Like the familiar Unix shells, cowsh should issue a prompt
(perhaps "cowsh#"), at which it reads commands from the user
and executes them.
Your shell should interpret the following commands and provide the
following functionality:
- exit: exit from the shell
- help: display a message listing usage of all commands
- Execute a command (program on disk). That command may
not be present in the current directory, in which case the directories
in the PATH environment variable should be searched.
Appropriate choice of exec function will help here. The
arguments following the command should be passed to the command.
For example,
cowsh# cat cat.c
should execute cat with one argument, cat.c
- As with the familiar Unix shells, appending an & to the
end of your command line will execute the command in the background.
- jobs: Displays all the active background programs that
have been started from this shell, along with their
ids. (This id need not be that same as the actual process id, but
it could be the index into your process table).
cowsh# jobs
PID Name
[0] mycat < myfile.c > newfile.c
[1] idle 20
[4] grep cowsh < doc | wc
- kill: Without any arguments, prints the usage statement:
cowsh# kill
kill <pid> [<pid> ...]
Otherwise it kills the process with the specified ids and displays the process
killed.
cowsh# kill 4
[4] "grep" Killed
cowsh# kill 3 7
[3] "cat" Killed
[7] "wc" Killed
- Errors should be reported meaningfully.
- Additional functionality of your group's choosing should also be
implemented (see also the Submission and Evaluation section below).
Ideas for extra functionality include:
- a built-in cd command
- command history: history command, !command, !!,
^
modification of previous command
- control structures in the shell (for, while, if)
- aliases
- user-specified prompts (as in bash, tcsh)
- More advanced redirection and pipes:
>>
, >&
, |&
;
-separated commands
- <ctrl-z> trapping and corresponding job control
See builtin(1) for more ideas.
- A similar project is described at the end of Chapter 3 of
SG&G. You may find some useful information and examples there.
- The system(3) system call is not to be used.
- The system calls that you should use are fork(2), a variant
of exec(3), signal(3), kill(2), open(2), dup2(2), close(2), and pipe(2).
- You may find the readline(3) library function to be
useful.
- Use cowsh scripts to test your shell.
- The following might be a good order to tackle the required functionality.
- exit and help commands
- run a command (with no argument passing, no redirection, no pipes)

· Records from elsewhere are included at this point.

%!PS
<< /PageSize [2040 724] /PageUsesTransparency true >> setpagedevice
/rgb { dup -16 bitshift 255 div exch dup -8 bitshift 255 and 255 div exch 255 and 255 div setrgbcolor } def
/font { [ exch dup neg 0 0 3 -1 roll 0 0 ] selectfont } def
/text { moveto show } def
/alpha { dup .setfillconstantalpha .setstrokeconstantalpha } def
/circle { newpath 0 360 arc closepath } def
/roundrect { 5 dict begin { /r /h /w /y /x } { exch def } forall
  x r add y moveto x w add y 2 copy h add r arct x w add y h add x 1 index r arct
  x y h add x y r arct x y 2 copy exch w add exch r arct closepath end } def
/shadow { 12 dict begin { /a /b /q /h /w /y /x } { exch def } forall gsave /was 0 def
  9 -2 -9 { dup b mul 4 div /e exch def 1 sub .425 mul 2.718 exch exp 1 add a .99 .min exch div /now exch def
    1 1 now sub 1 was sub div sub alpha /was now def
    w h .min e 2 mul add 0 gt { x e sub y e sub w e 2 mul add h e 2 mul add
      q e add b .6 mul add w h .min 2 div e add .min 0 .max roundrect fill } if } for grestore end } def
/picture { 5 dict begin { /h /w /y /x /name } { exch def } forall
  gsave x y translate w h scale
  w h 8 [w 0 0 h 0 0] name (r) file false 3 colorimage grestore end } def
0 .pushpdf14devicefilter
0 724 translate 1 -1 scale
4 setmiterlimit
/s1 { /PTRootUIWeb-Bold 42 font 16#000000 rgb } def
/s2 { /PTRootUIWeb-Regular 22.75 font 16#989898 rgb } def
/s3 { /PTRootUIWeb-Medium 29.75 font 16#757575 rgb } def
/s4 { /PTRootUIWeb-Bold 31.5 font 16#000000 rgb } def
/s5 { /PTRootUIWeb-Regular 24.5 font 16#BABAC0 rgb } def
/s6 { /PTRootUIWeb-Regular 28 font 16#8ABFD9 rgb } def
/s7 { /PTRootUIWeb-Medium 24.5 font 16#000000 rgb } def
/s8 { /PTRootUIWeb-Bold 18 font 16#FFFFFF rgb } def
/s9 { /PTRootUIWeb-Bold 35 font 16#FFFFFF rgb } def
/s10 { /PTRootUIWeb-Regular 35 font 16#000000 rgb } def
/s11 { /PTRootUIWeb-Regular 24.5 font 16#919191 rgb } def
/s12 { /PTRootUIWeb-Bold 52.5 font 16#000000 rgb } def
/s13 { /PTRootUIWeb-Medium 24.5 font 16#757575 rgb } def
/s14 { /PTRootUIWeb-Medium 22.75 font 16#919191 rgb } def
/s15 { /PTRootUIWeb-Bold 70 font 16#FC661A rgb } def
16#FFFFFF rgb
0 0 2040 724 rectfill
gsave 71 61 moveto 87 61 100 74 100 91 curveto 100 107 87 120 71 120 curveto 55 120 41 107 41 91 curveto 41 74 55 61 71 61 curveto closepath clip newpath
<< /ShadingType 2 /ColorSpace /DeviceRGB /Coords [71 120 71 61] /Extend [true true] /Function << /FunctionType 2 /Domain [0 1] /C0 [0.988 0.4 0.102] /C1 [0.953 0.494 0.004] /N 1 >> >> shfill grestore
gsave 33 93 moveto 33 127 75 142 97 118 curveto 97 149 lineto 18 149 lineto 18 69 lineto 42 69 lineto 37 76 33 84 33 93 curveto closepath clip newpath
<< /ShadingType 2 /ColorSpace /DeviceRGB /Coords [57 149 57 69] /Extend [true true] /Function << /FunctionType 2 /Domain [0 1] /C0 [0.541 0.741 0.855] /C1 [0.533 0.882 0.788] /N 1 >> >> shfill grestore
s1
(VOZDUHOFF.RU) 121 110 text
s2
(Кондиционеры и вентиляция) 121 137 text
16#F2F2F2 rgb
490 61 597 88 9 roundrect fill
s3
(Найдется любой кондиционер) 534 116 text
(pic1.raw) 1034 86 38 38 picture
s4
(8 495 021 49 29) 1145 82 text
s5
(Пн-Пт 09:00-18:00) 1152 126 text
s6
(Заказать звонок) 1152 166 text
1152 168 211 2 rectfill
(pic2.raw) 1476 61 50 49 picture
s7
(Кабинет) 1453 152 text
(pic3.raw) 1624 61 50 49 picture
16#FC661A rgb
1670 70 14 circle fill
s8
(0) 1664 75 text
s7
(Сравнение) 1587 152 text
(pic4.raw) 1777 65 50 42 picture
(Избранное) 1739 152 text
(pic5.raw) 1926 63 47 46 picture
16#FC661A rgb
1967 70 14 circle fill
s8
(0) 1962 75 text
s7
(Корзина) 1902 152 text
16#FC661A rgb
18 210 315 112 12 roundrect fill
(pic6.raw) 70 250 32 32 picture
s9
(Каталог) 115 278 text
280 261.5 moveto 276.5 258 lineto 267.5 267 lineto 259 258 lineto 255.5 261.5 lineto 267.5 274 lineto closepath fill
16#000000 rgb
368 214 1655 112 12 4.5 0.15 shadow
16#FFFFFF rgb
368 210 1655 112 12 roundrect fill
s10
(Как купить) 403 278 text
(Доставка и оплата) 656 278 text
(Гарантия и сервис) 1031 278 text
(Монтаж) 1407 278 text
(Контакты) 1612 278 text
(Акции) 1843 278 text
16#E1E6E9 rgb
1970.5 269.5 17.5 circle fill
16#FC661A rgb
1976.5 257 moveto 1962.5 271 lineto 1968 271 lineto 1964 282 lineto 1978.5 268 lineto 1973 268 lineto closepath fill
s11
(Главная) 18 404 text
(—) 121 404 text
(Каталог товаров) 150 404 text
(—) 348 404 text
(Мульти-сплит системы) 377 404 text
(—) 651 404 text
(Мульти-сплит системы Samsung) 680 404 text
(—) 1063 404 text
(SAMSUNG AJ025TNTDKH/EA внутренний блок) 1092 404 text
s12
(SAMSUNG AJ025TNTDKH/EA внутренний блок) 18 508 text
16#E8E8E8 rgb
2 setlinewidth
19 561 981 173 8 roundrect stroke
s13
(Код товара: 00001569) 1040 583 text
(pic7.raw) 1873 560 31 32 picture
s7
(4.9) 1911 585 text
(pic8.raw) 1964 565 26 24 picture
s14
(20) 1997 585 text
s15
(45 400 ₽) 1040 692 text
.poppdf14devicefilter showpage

- run a command with argument passing
- run a command with input and output redirection
- run a command in the background
- jobs command
- kill command
- <ctrl-c> trapping
- trapping termination of background processes
- pipes
- extra functionality
- /home/faculty/terescoj/shared/cs432/lab5/cowsh
contains my version of cowsh.
All necessary files should be submitted using turnin as a
single "tar" file, lab5.tar. Include a Makefile to
allow easy compilation of the Cow Shell program.
I will compile and test your shell programs on CSLab FreeBSD systems.
Your program will be graded based on a total of 40 points.
- 6 points for documentation. Your code should
be commented appropriately throughout. Please also include a longer
comment at the top of your program describing your implementation.
This documentation should list your important design decisions, the
assumptions that you made (if any), the additional functionality
implemented, and any other relevant information.
- 1 point for a functional Makefile.
- 1 point for implementing the exit and help commands.
- 4 points for running a command with no arguments.
- 4 points for running a command with arguments.
- 4 points for running a command with input/output redirection.
- 4 points for launching a command in the background.
- 2 points for the jobs command.
- 2 points for the kill command.
- 2 points for correctly trapping the <ctrl-c> keystroke.
- 2 points for reporting termination of backgrounded jobs.
- 3 points for pipes.
- Up to 5 points for extra functionality.
- 1-point enhancements: cd command, aliases, more
advanced redirection and pipes:
>>
, >&
, |&
,
user-specified prompts, ;
-separated commands.
- 2-point enhancements: command history, control structures in
the shell (for, while, if), <ctrl-z> trapping
and corresponding job control.
- Please ask about other possible enhancements.